I could refuse to make diamonds, but they have threatened me with even more torture if I don't follow their orders. Even though I know that the abuse will never end, I try as best as I can to minimize the amount of torture that is brought upon me. At this point, it is the only thing I hope for each day, for there to be as minimal amount of pain brought to me as possible. Experiencing endless pain has turned into my normal, so if I'm only hit a counted amount of times a certain day, I consider it to be a good day. But I'm just gaslighting myself.
There is no such thing as having a good day in this place. I haven't even smiled for the past 20 years. Oh, right. Did I mention that I'm 24? Must've slipped my mind. Honestly, since I never see a clock or go outside of the lab, I can never really tell how much time has passed. I never know what day of the calendar it is. Except for my birthday. When I first was put in the lab, I was asked for when my birthday was. If I never told them back then, I would have probably forgotten along with most memories of my life before the lab. But even on my birthday, they have never been merciful or given me some sort of break from the torture. I would know that it was my birthday because they would spend most, if not the whole day, torturing me. Making me feel even more miserable on my birthday.

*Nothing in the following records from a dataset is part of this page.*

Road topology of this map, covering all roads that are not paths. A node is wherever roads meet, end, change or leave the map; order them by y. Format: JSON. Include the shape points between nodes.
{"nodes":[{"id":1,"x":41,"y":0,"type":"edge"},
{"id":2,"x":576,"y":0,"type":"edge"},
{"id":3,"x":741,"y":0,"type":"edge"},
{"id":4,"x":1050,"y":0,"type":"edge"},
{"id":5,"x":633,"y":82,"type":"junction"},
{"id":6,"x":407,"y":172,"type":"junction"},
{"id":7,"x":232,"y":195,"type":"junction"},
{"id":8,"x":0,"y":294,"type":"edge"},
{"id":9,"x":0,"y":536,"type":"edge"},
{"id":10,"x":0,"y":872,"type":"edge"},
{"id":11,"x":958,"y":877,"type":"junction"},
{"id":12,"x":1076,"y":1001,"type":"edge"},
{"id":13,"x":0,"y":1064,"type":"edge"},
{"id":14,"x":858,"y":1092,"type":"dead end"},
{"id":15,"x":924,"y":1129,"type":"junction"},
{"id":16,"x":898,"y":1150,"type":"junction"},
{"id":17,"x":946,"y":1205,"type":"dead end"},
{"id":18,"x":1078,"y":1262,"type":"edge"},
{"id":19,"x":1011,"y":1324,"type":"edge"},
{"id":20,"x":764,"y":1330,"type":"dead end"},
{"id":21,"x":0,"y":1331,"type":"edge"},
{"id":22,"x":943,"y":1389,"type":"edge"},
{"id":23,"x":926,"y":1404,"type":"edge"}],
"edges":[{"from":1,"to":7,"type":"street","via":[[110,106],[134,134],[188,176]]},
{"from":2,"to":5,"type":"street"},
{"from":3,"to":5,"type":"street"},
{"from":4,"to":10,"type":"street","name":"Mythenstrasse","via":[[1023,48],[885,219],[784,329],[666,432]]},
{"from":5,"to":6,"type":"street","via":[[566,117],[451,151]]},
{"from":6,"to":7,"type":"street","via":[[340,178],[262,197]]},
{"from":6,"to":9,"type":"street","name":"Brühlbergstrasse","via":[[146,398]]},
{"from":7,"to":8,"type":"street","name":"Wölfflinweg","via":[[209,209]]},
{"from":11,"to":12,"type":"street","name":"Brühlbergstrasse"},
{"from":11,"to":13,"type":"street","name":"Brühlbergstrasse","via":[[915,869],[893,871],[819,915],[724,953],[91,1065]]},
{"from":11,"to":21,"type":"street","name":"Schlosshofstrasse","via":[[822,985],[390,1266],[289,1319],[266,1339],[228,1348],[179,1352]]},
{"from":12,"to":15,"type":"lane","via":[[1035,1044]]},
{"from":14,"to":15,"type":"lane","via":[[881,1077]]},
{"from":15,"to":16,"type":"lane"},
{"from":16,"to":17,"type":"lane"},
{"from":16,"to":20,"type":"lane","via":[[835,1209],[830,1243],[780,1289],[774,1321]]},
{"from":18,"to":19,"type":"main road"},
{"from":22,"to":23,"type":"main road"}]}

I've gotten used to my miserable life. Every day feels like a cycle. Every day, I'm being utilized for something. For blood, entertainment, or for my diamonds. I barely catch a break. I've become hopeless after being in an endless cycle of misery for most of my life. I would say my whole life if it weren't for the fact that I remember a life before this one. ...There's absolutely no way I can ever go back to that life or anything similar from it. I've accepted my fate. I will die here, alone. Used for the rest of my life. There is no way I can ever obtain happiness. No way that I can ever smile. No way that I can escape. It would be a miracle if I ever found a chance to escape.
...Little I would know that for once in my life, I would be given a miracle.